§ WHAT IS REQUIRED: Copy out the whole listing exactly as given. Skip the pictures.

[Start of section]

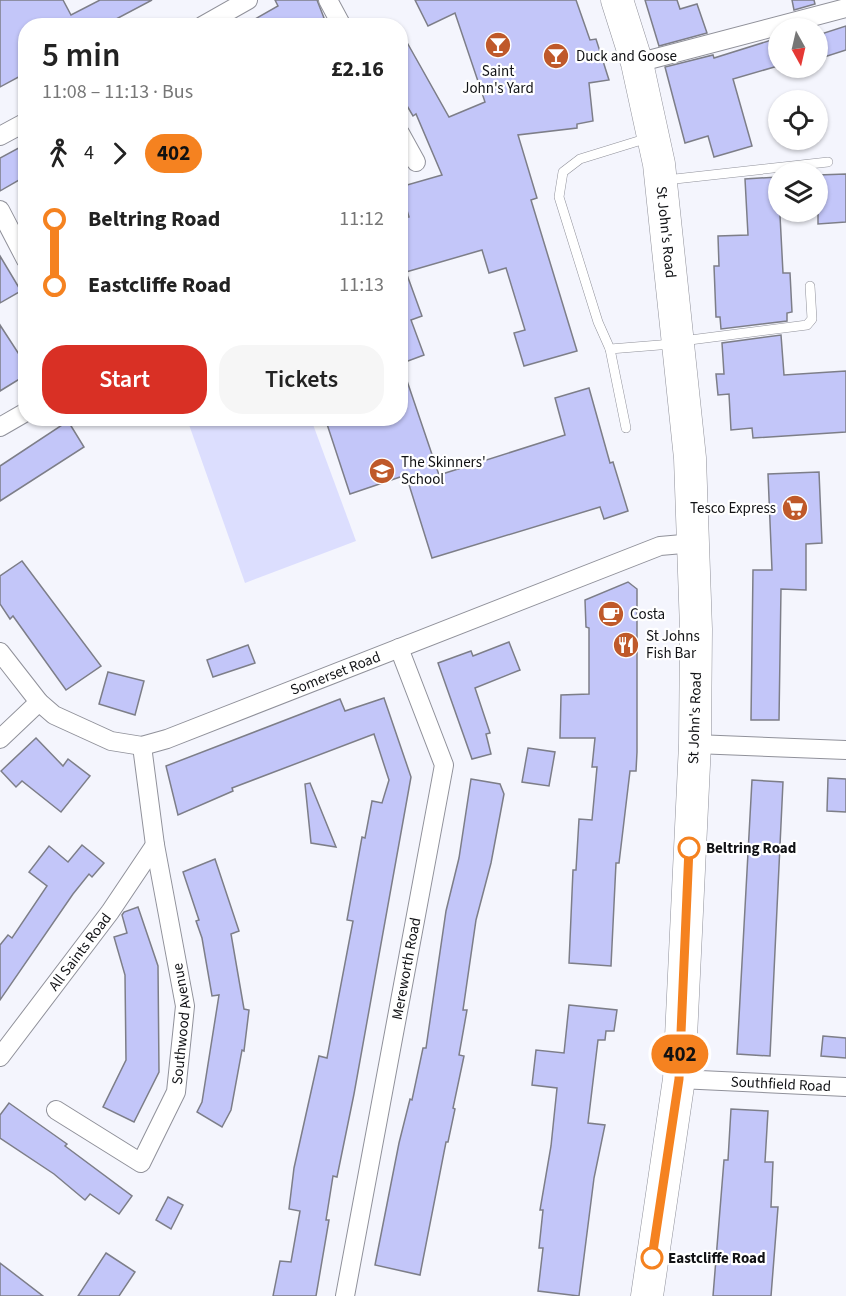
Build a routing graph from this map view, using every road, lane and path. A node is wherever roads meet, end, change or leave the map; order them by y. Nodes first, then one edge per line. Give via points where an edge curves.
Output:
1 (249, 0) edge
2 (328, 0) edge
3 (617, 0) edge
4 (846, 8) edge
5 (216, 18) edge
6 (338, 18) edge
7 (636, 63) junction
8 (18, 126) edge
9 (0, 136) edge
10 (653, 136) junction
11 (408, 147) edge
12 (417, 162) dead end
13 (768, 168) edge
14 (661, 180) junction
15 (0, 210) edge
16 (18, 245) edge
17 (810, 286) dead end
18 (680, 342) junction
19 (610, 349) junction
20 (18, 417) edge
21 (0, 427) edge
22 (626, 428) dead end
23 (694, 543) junction
24 (399, 648) junction
25 (0, 652) edge
26 (39, 702) junction
27 (0, 739) edge
28 (695, 744) junction
29 (142, 746) junction
30 (846, 750) edge
31 (155, 845) junction
32 (0, 1057) edge
33 (679, 1079) junction
34 (846, 1087) edge
35 (56, 1110) dead end
36 (345, 1296) edge
37 (647, 1296) edge

1 - 5 street
2 - 6 street
3 - 7 highway, St John's Road
4 - 7 street
7 - 10 highway, St John's Road
8 - 9 street
10 - 14 highway, St John's Road
10 - 19 lane via 579,159 562,172 559,197
11 - 12 street
13 - 14 lane
14 - 18 highway, St John's Road
15 - 16 street
17 - 18 lane via 812,319 807,325
18 - 19 lane
18 - 23 highway, St John's Road
19 - 22 lane
20 - 21 street
23 - 24 street, Somerset Road via 660,546
23 - 28 highway, St John's Road
24 - 29 street, Somerset Road
24 - 36 street, Mereworth Road via 444,765
25 - 26 street, Somerset Road
26 - 27 street
26 - 29 street, Somerset Road via 80,728 111,741
28 - 30 street
28 - 33 highway, St John's Road
29 - 31 street, Southwood Avenue
31 - 32 street, All Saints Road via 110,912
31 - 35 street, Southwood Avenue via 185,1006 176,1092 141,1163
33 - 34 street, Southfield Road
33 - 37 highway, St John's Road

[End of section]

§ FINISHED TASK:
Build a routing graph from this map view, using every road, lane and path. A node is wherever roads meet, end, change or leave the map; order them by y. Nodes first, then one edge per line. Give via points where an edge curves.
Output:
1 (249, 0) edge
2 (328, 0) edge
3 (617, 0) edge
4 (846, 8) edge
5 (216, 18) edge
6 (338, 18) edge
7 (636, 63) junction
8 (18, 126) edge
9 (0, 136) edge
10 (653, 136) junction
11 (408, 147) edge
12 (417, 162) dead end
13 (768, 168) edge
14 (661, 180) junction
15 (0, 210) edge
16 (18, 245) edge
17 (810, 286) dead end
18 (680, 342) junction
19 (610, 349) junction
20 (18, 417) edge
21 (0, 427) edge
22 (626, 428) dead end
23 (694, 543) junction
24 (399, 648) junction
25 (0, 652) edge
26 (39, 702) junction
27 (0, 739) edge
28 (695, 744) junction
29 (142, 746) junction
30 (846, 750) edge
31 (155, 845) junction
32 (0, 1057) edge
33 (679, 1079) junction
34 (846, 1087) edge
35 (56, 1110) dead end
36 (345, 1296) edge
37 (647, 1296) edge

1 - 5 street
2 - 6 street
3 - 7 highway, St John's Road
4 - 7 street
7 - 10 highway, St John's Road
8 - 9 street
10 - 14 highway, St John's Road
10 - 19 lane via 579,159 562,172 559,197
11 - 12 street
13 - 14 lane
14 - 18 highway, St John's Road
15 - 16 street
17 - 18 lane via 812,319 807,325
18 - 19 lane
18 - 23 highway, St John's Road
19 - 22 lane
20 - 21 street
23 - 24 street, Somerset Road via 660,546
23 - 28 highway, St John's Road
24 - 29 street, Somerset Road
24 - 36 street, Mereworth Road via 444,765
25 - 26 street, Somerset Road
26 - 27 street
26 - 29 street, Somerset Road via 80,728 111,741
28 - 30 street
28 - 33 highway, St John's Road
29 - 31 street, Southwood Avenue
31 - 32 street, All Saints Road via 110,912
31 - 35 street, Southwood Avenue via 185,1006 176,1092 141,1163
33 - 34 street, Southfield Road
33 - 37 highway, St John's Road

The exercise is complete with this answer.